Читающий невольно спотыкается об назойливую имитацию автобиографичности, которую тщательно выстраивает автор. Писательница способна не развивать этот мотив. Но она кружит вокруг него и водит повествование также кругами, отчего даже критик испытывает соблазн принять героиню за саму Евгению Доброву, а новую книгу Добровой — за эдакую мемуарную дилогию. Судите сами, на второй же странице текста реплика: «Я прекрасно понимаю, что я большая застранка и отступница в одном лице. Ничтоже сумняшеся, я делаю маму, папу, бабушку, родственников и друзей героями своей галиматьи. Я поселяю их на страницах, таких уязвимых и смешных. А ведь они еще живы!». А далее — ротация местоимения «я», коловорот одних и тех же воспоминаний у маленькой и подросшей героини, одни и те же действующие лица, имена, реалии, мысли, эмоции, комплексы… Можно было бы предположить, что Евгения Доброва выстраивает собственный художественный мир, в котором и будет существовать вся продукция ее фантазии. Но — не смею останавливаться на этом предположении, так как «мироформизм» с продолжением сегодня — в основном признак развлекательной литературы, а Евгения Доброва претендует (и успешно!) на добротный психологизм.
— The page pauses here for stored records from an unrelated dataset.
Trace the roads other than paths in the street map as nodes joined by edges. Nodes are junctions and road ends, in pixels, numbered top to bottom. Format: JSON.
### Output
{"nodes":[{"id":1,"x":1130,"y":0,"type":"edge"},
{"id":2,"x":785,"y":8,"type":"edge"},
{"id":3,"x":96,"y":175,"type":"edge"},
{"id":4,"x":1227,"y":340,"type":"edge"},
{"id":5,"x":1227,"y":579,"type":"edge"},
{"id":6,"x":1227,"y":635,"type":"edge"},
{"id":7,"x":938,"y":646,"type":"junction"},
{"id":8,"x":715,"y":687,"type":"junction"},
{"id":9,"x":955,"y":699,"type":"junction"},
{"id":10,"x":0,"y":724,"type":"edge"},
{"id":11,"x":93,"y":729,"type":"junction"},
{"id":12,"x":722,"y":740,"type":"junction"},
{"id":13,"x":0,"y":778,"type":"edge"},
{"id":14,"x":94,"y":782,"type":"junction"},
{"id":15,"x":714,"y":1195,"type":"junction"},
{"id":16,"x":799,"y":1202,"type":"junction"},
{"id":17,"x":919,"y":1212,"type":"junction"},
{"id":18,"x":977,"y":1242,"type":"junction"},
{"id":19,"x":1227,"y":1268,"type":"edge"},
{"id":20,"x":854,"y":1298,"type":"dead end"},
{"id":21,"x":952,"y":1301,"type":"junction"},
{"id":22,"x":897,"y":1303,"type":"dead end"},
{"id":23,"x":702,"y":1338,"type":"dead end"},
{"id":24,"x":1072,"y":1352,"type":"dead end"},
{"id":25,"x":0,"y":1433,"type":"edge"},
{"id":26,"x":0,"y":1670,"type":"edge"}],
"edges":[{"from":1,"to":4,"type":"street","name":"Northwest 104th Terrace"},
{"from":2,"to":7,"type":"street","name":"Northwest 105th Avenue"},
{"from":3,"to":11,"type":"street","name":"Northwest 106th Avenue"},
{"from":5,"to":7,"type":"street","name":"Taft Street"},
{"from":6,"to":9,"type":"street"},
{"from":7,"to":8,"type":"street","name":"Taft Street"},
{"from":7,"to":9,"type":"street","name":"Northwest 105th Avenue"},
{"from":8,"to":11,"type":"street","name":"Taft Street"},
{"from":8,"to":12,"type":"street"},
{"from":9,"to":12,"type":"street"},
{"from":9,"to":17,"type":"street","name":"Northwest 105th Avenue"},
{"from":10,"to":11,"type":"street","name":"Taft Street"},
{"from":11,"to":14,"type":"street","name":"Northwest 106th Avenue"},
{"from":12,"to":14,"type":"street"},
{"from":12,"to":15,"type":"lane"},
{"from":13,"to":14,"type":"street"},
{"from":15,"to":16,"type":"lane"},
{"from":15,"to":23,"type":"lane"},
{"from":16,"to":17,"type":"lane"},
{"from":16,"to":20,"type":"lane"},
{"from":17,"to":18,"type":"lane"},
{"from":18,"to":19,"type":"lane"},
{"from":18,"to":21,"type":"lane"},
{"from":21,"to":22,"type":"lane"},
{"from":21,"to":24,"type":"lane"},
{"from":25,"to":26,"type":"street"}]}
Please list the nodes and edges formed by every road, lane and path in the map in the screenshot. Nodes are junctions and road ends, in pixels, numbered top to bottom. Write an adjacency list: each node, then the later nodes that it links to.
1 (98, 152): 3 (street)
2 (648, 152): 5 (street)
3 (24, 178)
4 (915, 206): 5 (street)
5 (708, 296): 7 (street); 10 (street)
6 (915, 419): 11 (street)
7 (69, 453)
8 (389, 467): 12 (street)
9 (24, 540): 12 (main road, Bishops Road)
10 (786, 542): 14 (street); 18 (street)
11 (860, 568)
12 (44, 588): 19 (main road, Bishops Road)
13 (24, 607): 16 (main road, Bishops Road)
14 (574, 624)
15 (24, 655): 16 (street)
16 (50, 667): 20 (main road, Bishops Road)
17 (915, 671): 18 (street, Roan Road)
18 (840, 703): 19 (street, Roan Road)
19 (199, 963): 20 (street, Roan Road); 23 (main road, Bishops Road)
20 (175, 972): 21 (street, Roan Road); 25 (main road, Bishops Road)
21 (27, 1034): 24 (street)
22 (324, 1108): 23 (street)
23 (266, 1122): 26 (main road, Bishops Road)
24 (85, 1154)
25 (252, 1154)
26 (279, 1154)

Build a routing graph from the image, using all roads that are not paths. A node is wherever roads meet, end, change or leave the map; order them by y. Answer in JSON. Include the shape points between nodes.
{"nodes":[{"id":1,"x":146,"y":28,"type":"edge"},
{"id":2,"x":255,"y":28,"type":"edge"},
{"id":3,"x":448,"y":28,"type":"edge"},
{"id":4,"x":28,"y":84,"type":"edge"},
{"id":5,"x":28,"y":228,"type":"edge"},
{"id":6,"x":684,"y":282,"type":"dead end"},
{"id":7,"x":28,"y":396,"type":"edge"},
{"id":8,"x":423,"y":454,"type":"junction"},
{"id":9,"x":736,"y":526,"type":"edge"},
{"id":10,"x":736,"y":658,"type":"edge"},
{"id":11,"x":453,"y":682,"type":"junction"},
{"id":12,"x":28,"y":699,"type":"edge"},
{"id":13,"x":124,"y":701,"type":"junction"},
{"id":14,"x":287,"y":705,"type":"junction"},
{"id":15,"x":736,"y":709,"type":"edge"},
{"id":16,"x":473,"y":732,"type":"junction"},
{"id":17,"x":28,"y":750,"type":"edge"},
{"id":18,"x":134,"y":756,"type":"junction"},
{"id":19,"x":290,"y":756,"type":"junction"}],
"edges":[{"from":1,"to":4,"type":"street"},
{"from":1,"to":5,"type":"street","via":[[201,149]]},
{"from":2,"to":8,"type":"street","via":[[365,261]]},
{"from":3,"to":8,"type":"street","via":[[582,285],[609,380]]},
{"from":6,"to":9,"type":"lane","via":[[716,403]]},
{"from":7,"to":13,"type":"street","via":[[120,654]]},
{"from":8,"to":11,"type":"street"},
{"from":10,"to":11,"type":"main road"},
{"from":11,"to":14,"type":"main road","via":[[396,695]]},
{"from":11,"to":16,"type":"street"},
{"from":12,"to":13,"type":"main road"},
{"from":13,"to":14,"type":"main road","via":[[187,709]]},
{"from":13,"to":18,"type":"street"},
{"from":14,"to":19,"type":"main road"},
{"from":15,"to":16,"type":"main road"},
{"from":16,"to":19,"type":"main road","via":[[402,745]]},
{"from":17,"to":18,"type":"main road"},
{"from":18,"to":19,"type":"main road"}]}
Остается думать, что формальные признаки мемуаров и псевдооткровенные интонации нужны писательнице для… придания достоверности художественной ткани. О да, достоверность юношеских фрустраций в описании Евгении Добровой такова, что мне припомнилась теория: литература есть скопище увековеченных комплексов, маний, фобий и пороков. Безусловно, здравые зерна есть в этой теории…
Но, хотя зарубки «колдовского детства» до сих пор уродуют память Мальдорорчика (как еще прикажете называть героиню?), они по мере ее взросления уходят все дальше в прошлое или глубже в сокровенную часть подсознания, и в финале, в забавных «Записках на шлепанцах» (без такого жанра не обходится ни один серьезный писатель — сравните «Записки на манжетах», «Соло на ундервуде»), главное действующее лицо уже куда более симпатично и способно на жизнь. А не только на смерть. Например:
«Рецепт.
После того, как я разрешила себе помереть под забором, мои дела определенно наладились.
Всем советую».
«Припадок.
С утра какой-то странный, необъяснимый припадок сил».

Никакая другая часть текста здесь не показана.